- What you are asked to do
Collect every line below that contains the word "name".

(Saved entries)
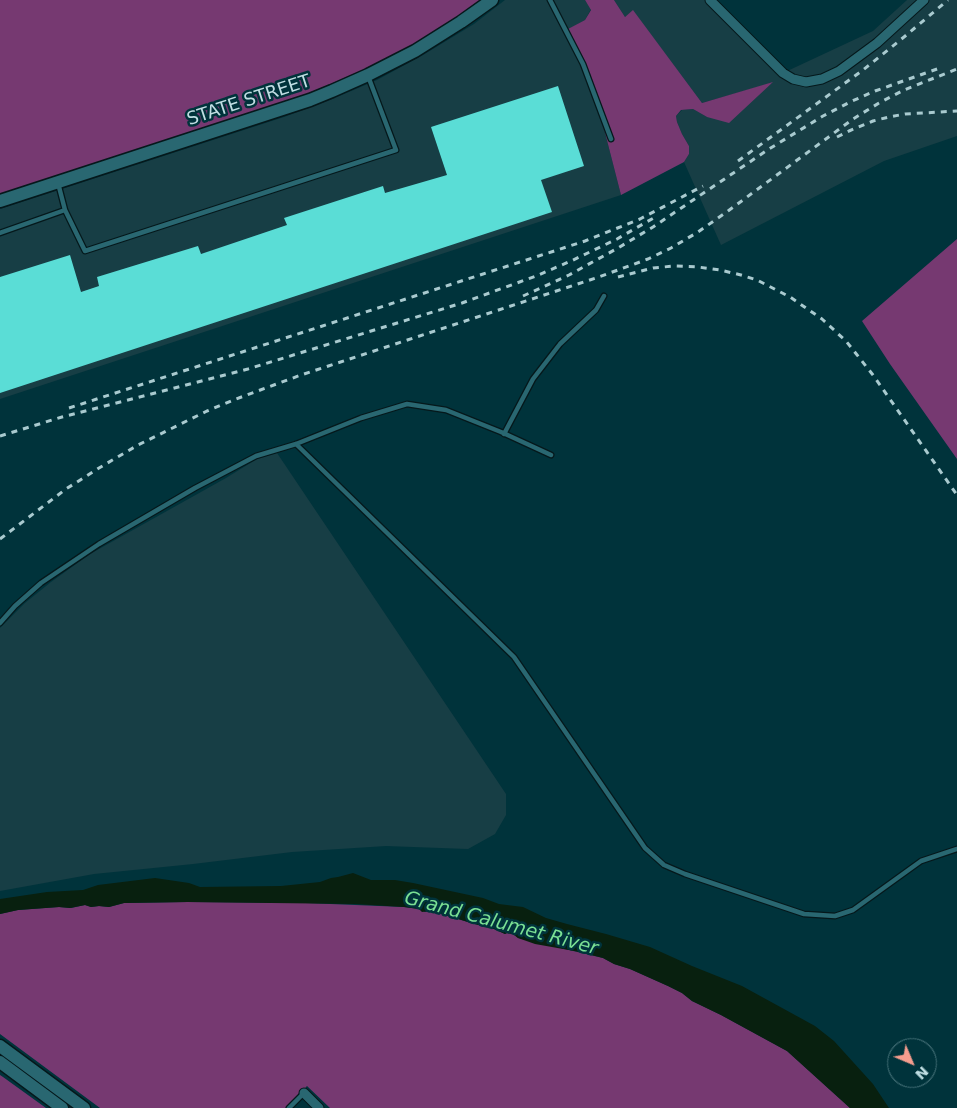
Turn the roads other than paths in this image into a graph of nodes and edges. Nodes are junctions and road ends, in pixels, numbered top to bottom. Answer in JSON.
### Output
{"nodes":[{"id":1,"x":492,"y":0,"type":"edge"},
{"id":2,"x":550,"y":0,"type":"edge"},
{"id":3,"x":924,"y":0,"type":"edge"},
{"id":4,"x":713,"y":1,"type":"edge"},
{"id":5,"x":368,"y":75,"type":"junction"},
{"id":6,"x":611,"y":139,"type":"dead end"},
{"id":7,"x":58,"y":182,"type":"junction"},
{"id":8,"x":0,"y":201,"type":"edge"},
{"id":9,"x":65,"y":210,"type":"junction"},
{"id":10,"x":0,"y":232,"type":"edge"},
{"id":11,"x":604,"y":296,"type":"dead end"},
{"id":12,"x":504,"y":434,"type":"junction"},
{"id":13,"x":296,"y":444,"type":"junction"},
{"id":14,"x":551,"y":455,"type":"dead end"},
{"id":15,"x":0,"y":623,"type":"edge"},
{"id":16,"x":957,"y":849,"type":"edge"},
{"id":17,"x":0,"y":1046,"type":"edge"},
{"id":18,"x":0,"y":1062,"type":"edge"},
{"id":19,"x":304,"y":1094,"type":"joint"},
{"id":20,"x":62,"y":1108,"type":"edge"},
{"id":21,"x":84,"y":1108,"type":"edge"},
{"id":22,"x":289,"y":1108,"type":"edge"},
{"id":23,"x":319,"y":1108,"type":"edge"}],
"edges":[{"from":1,"to":5,"type":"street","name":"STATE STREET"},
{"from":2,"to":6,"type":"lane"},
{"from":3,"to":4,"type":"street"},
{"from":5,"to":7,"type":"street","name":"STATE STREET"},
{"from":5,"to":9,"type":"lane"},
{"from":7,"to":8,"type":"street","name":"STATE STREET"},
{"from":7,"to":9,"type":"lane"},
{"from":9,"to":10,"type":"lane"},
{"from":11,"to":12,"type":"lane"},
{"from":12,"to":13,"type":"lane"},
{"from":12,"to":14,"type":"lane"},
{"from":13,"to":15,"type":"lane"},
{"from":13,"to":16,"type":"lane"},
{"from":17,"to":21,"type":"street"},
{"from":18,"to":20,"type":"street"},
{"from":19,"to":22,"type":"lane"},
{"from":19,"to":23,"type":"street"}]}
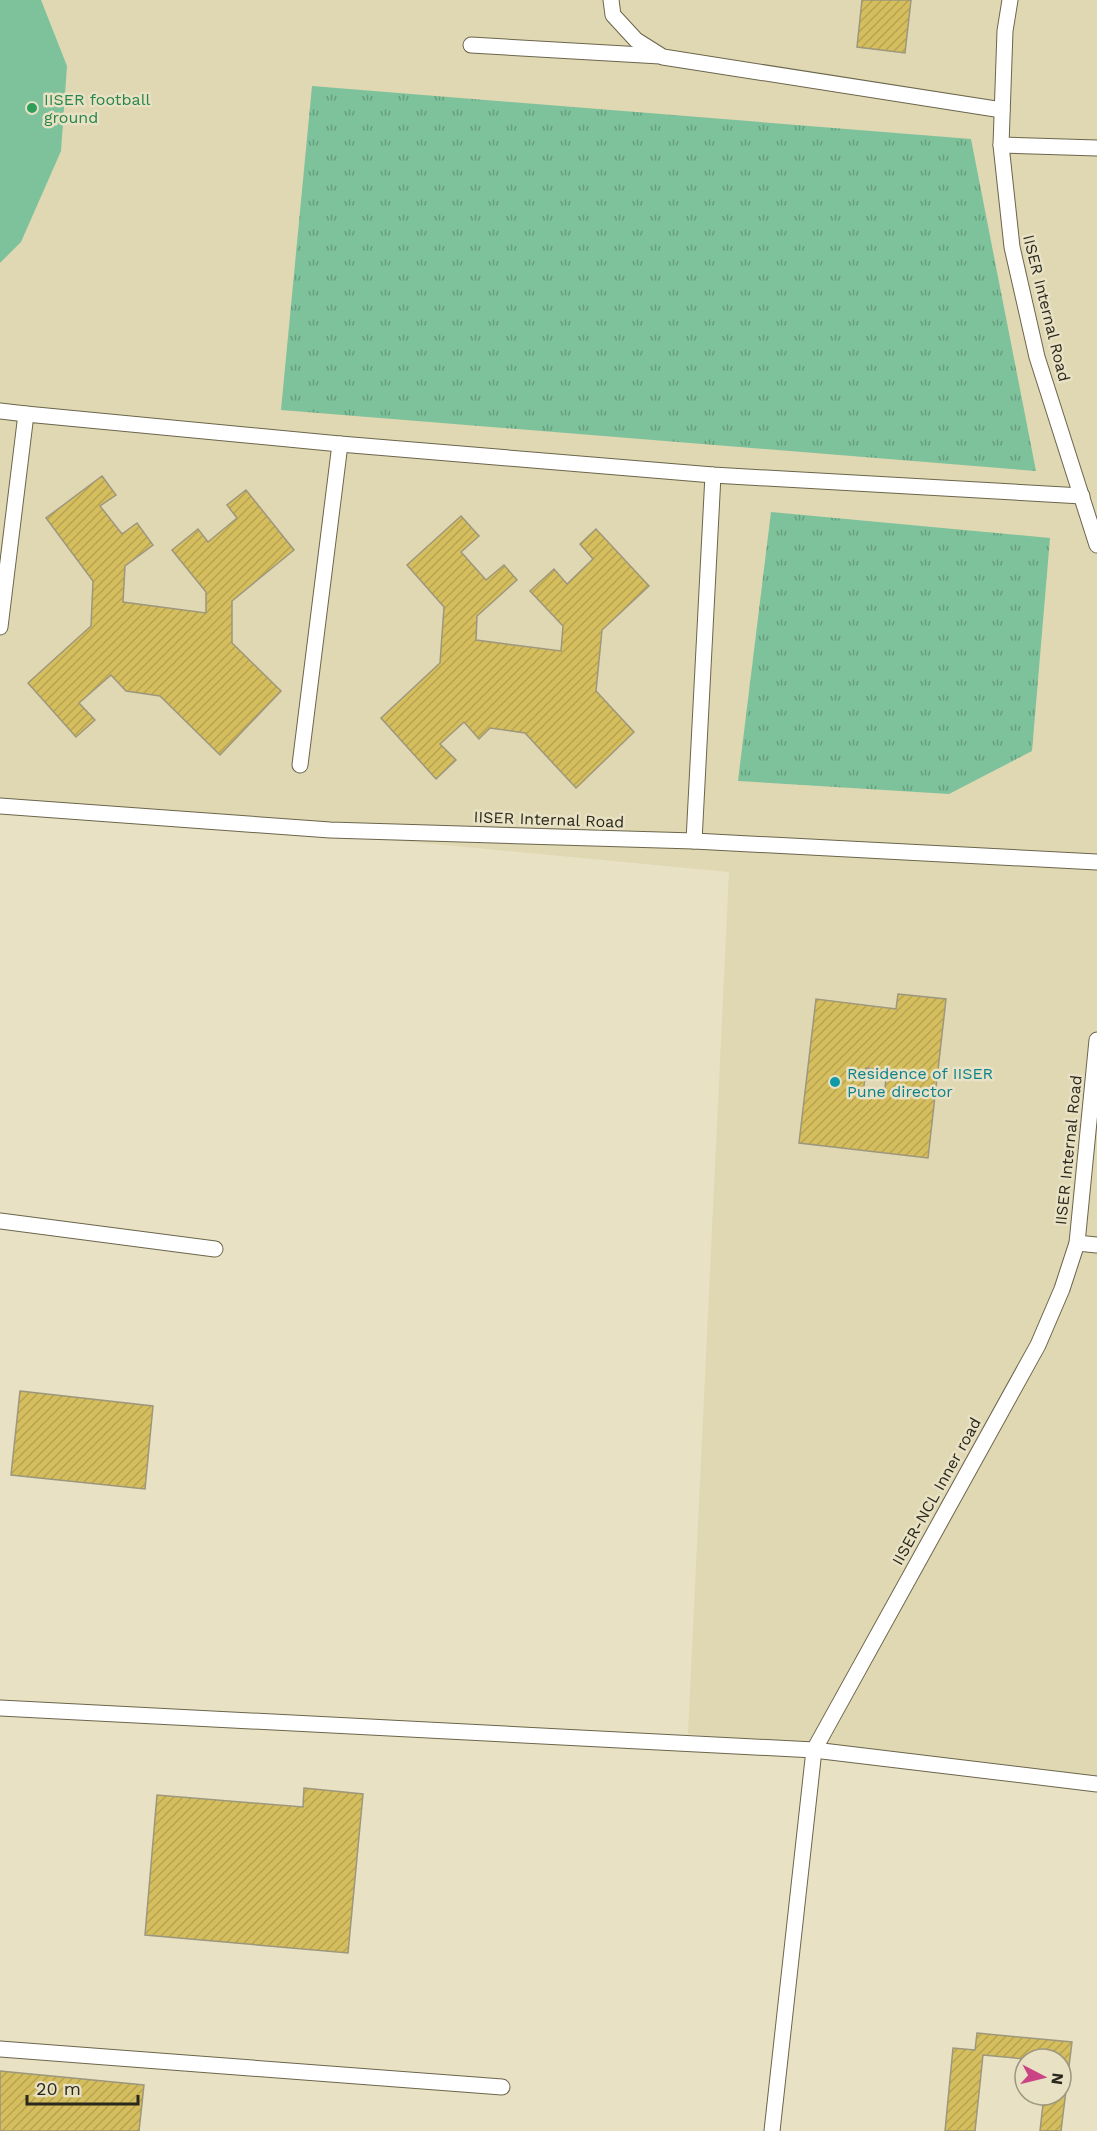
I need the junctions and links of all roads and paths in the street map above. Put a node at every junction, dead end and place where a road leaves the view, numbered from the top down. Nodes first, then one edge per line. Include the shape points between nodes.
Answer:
1 (611, 0) edge
2 (1010, 0) edge
3 (471, 45) dead end
4 (663, 57) junction
5 (1002, 110) junction
6 (1001, 145) junction
7 (1097, 148) edge
8 (0, 411) edge
9 (26, 414) junction
10 (340, 444) junction
11 (714, 475) junction
12 (1082, 496) junction
13 (1097, 545) edge
14 (0, 627) edge
15 (300, 765) dead end
16 (0, 806) edge
17 (694, 842) junction
18 (1097, 862) edge
19 (1097, 1040) edge
20 (0, 1221) edge
21 (1077, 1243) junction
22 (1097, 1245) edge
23 (215, 1249) dead end
24 (0, 1708) edge
25 (814, 1750) junction
26 (1097, 1784) edge
27 (0, 2049) edge
28 (502, 2087) dead end
29 (772, 2131) edge

1 - 4 lane via 613,15 636,40
2 - 5 lane, IISER Internal Road
3 - 4 lane
4 - 5 lane
5 - 6 lane, IISER Internal Road
6 - 7 lane
6 - 12 lane, IISER Internal Road via 1017,269 1038,357
8 - 9 lane
9 - 10 lane
9 - 14 lane
10 - 11 lane
10 - 15 lane
11 - 12 lane
11 - 17 lane
12 - 13 lane, IISER Internal Road
16 - 17 lane, IISER Internal Road via 330,830
17 - 18 lane, IISER Internal Road
19 - 21 lane, IISER Internal Road
20 - 23 lane
21 - 22 lane, IISER Internal Road
21 - 25 lane, IISER-NCL Inner road via 1038,1345
24 - 25 lane
25 - 26 lane
25 - 29 lane
27 - 28 lane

- Answer below
"edges":[{"from":1,"to":5,"type":"street","name":"STATE STREET"},
{"from":5,"to":7,"type":"street","name":"STATE STREET"},
{"from":7,"to":8,"type":"street","name":"STATE STREET"},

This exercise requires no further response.